Thank you for the replies and reassurance. Interestingly enough, we were able to get a small taste of Puebla (we visited during the end of Nov) and Cholula was actually the first place we visited as a potential area to live in (at a recommendation from some of the faculty at Ibero). So I guess that's where we'll pick up once we finally arrive.

On a related note, my wife LOVES farmers markets and cooking - any idea what days and where in Cholula or Puebla would be the best to visit? My wife is from Thailand, and after living in the US with me for 4yrs is super anxious about moving to Mexico, so I thought if I could find out some info ahead of time for her, it might help calm her nerves a bit.

And thank you Super - found your blog a couple of weeks ago and have been enjoying. Thanks for sharing.


----------



## superguera (Jul 11, 2008)

circle110 said:


> Hey superguera, I used your blog to plan our Puebla trip! It was very helpful...
> The tip on the new mercado de sabores was golden. We wound up eating there every day; delicious and darned economical t'boot. Guajolotes, mmmmmm...

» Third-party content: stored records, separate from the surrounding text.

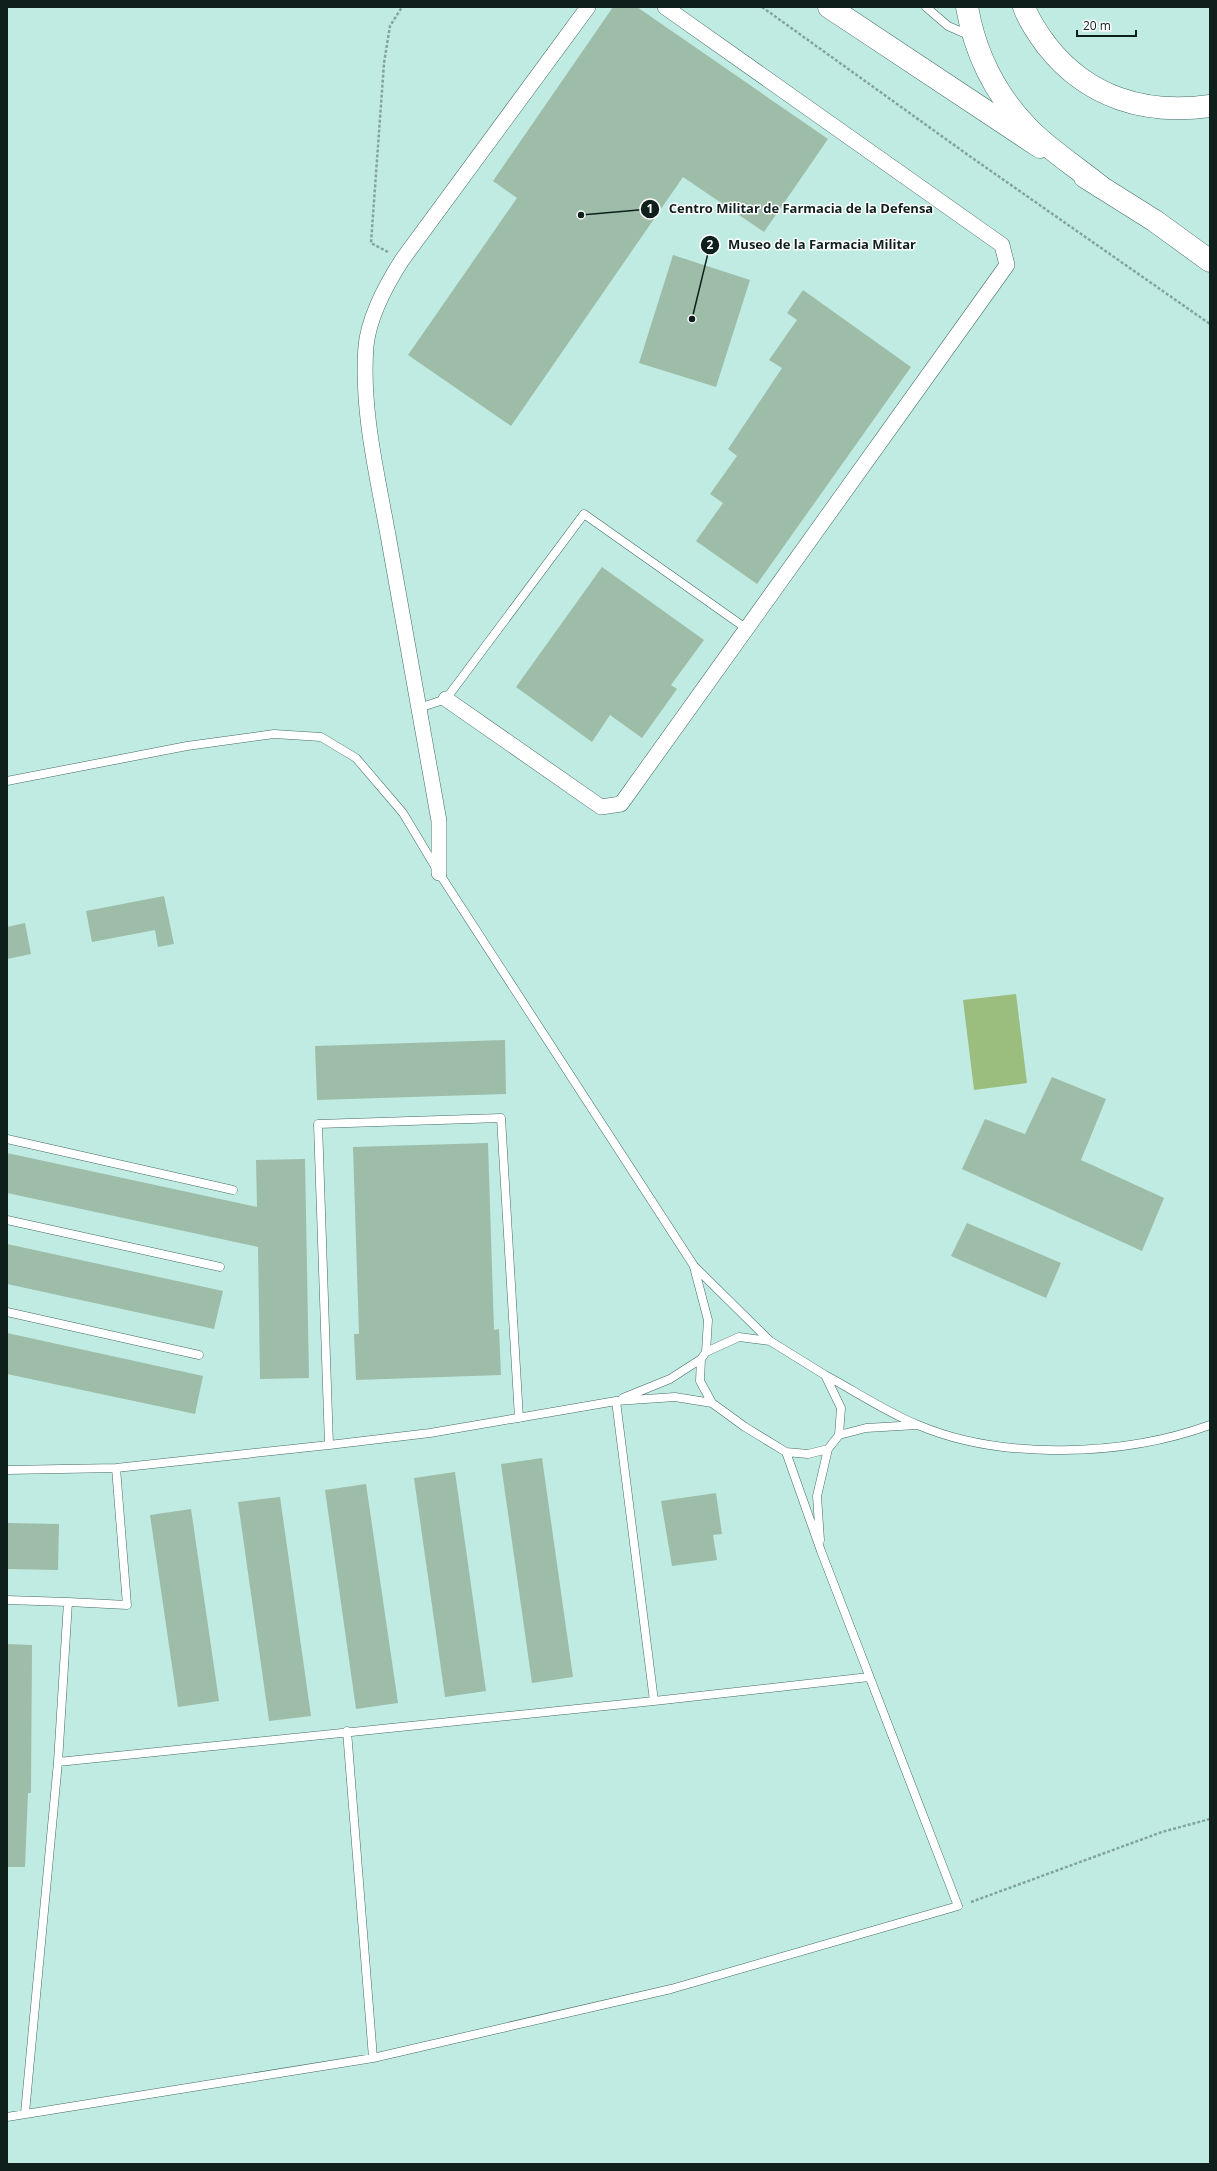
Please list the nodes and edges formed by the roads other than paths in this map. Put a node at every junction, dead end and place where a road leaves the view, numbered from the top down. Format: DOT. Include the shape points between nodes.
graph roads {
  1 [pos="588,7"];
  2 [pos="665,7"];
  3 [pos="829,7"];
  4 [pos="926,7"];
  5 [pos="967,7"];
  6 [pos="1024,7"];
  7 [pos="973,37"];
  8 [pos="1210,106"];
  9 [pos="1101,187"];
  10 [pos="1210,262"];
  11 [pos="747,629"];
  12 [pos="446,699"];
  13 [pos="419,708"];
  14 [pos="7,781"];
  15 [pos="440,873"];
  16 [pos="7,1139"];
  17 [pos="233,1190"];
  18 [pos="7,1220"];
  19 [pos="694,1266"];
  20 [pos="220,1267"];
  21 [pos="7,1312"];
  22 [pos="770,1340"];
  23 [pos="706,1352"];
  24 [pos="199,1355"];
  25 [pos="701,1359"];
  26 [pos="825,1375"];
  27 [pos="616,1401"];
  28 [pos="712,1403"];
  29 [pos="519,1418"];
  30 [pos="918,1425"];
  31 [pos="1210,1425"];
  32 [pos="839,1435"];
  33 [pos="328,1445"];
  34 [pos="828,1449"];
  35 [pos="786,1452"];
  36 [pos="116,1468"];
  37 [pos="7,1470"];
  38 [pos="821,1551"];
  39 [pos="7,1600"];
  40 [pos="68,1602"];
  41 [pos="869,1677"];
  42 [pos="654,1701"];
  43 [pos="347,1731"];
  44 [pos="58,1762"];
  45 [pos="373,2058"];
  46 [pos="26,2113"];
  47 [pos="7,2117"];
  1 -- 13 [label="street" via="402,260 376,309 366,345 366,388 374,456"];
  2 -- 11 [label="street" via="1002,245 1007,264"];
  3 -- 9 [label="main road"];
  4 -- 7 [label="lane" via="948,26"];
  5 -- 7 [label="main road"];
  6 -- 8 [label="main road" via="1038,34 1056,58 1092,86 1115,98 1138,105 1164,109"];
  7 -- 9 [label="main road" via="980,59 999,93 1028,128"];
  9 -- 10 [label="main road" via="1155,221"];
  11 -- 12 [label="street" via="621,804 601,807"];
  11 -- 12 [label="lane" via="584,514"];
  12 -- 13 [label="lane"];
  13 -- 15 [label="street" via="439,821"];
  14 -- 15 [label="lane" via="187,746 274,734 321,737 356,758 403,813"];
  15 -- 19 [label="lane"];
  16 -- 17 [label="lane"];
  18 -- 20 [label="lane"];
  19 -- 22 [label="lane"];
  19 -- 23 [label="lane" via="708,1320"];
  21 -- 24 [label="lane"];
  22 -- 23 [label="lane" via="739,1337"];
  22 -- 26 [label="lane"];
  23 -- 25 [label="lane"];
  25 -- 27 [label="lane" via="670,1379"];
  25 -- 28 [label="lane" via="700,1381"];
  26 -- 30 [label="lane"];
  26 -- 32 [label="lane" via="841,1408"];
  27 -- 28 [label="lane" via="675,1397"];
  27 -- 29 [label="lane"];
  27 -- 42 [label="lane"];
  28 -- 35 [label="lane"];
  29 -- 33 [label="lane" via="430,1433"];
  29 -- 33 [label="lane" via="501,1118 318,1124"];
  30 -- 31 [label="lane" via="952,1436 1007,1448 1065,1450 1132,1445"];
  30 -- 32 [label="lane" via="866,1428"];
  32 -- 34 [label="lane"];
  33 -- 36 [label="lane"];
  34 -- 35 [label="lane" via="808,1454"];
  34 -- 38 [label="lane" via="817,1496"];
  35 -- 38 [label="lane"];
  36 -- 37 [label="lane"];
  36 -- 40 [label="lane" via="127,1605"];
  38 -- 41 [label="lane"];
  39 -- 40 [label="lane"];
  40 -- 44 [label="lane"];
  41 -- 42 [label="lane"];
  41 -- 45 [label="lane" via="958,1906 671,1989"];
  42 -- 43 [label="lane"];
  43 -- 44 [label="lane"];
  43 -- 45 [label="lane"];
  44 -- 46 [label="lane"];
  45 -- 46 [label="lane"];
  46 -- 47 [label="lane"];
}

Thanks for saying so, Circle110! I’m glad you enjoyed the blog and your trip.


----------



## superguera (Jul 11, 2008)

trek7001 said:


> Thank you for the replies and reassurance. Interestingly enough, we were able to get a small taste of Puebla (we visited during the end of Nov) and Cholula was actually the first place we visited as a potential area to live in (at a recommendation from some of the faculty at Ibero). So I guess that's where we'll pick up once we finally arrive.
> 
> On a related note, my wife LOVES farmers markets and cooking - any idea what days and where in Cholula or Puebla would be the best to visit? My wife is from Thailand, and after living in the US with me for 4yrs is super anxious about moving to Mexico, so I thought if I could find out some info ahead of time for her, it might help calm her nerves a bit.
> 
> And thank you Super - found your blog a couple of weeks ago and have been enjoying. Thanks for sharing.


I love to cook, too, and personally I think the city market in San Pedro Cholula (behind the archways in the main square) is one of the best. Visit on the weekend.

Also, if your wife is ever looking for Asian-style cooking ingredients and supplies, there is a store in La Noria mall called Obachan that sells spices, sauces, rice and even woks and utensils (like Japanese soup spoons).

And if you're interested in getting together with other expats from all over the world who live in Puebla, send me an email through the Expat tab on my website.

Good luck to you!


----------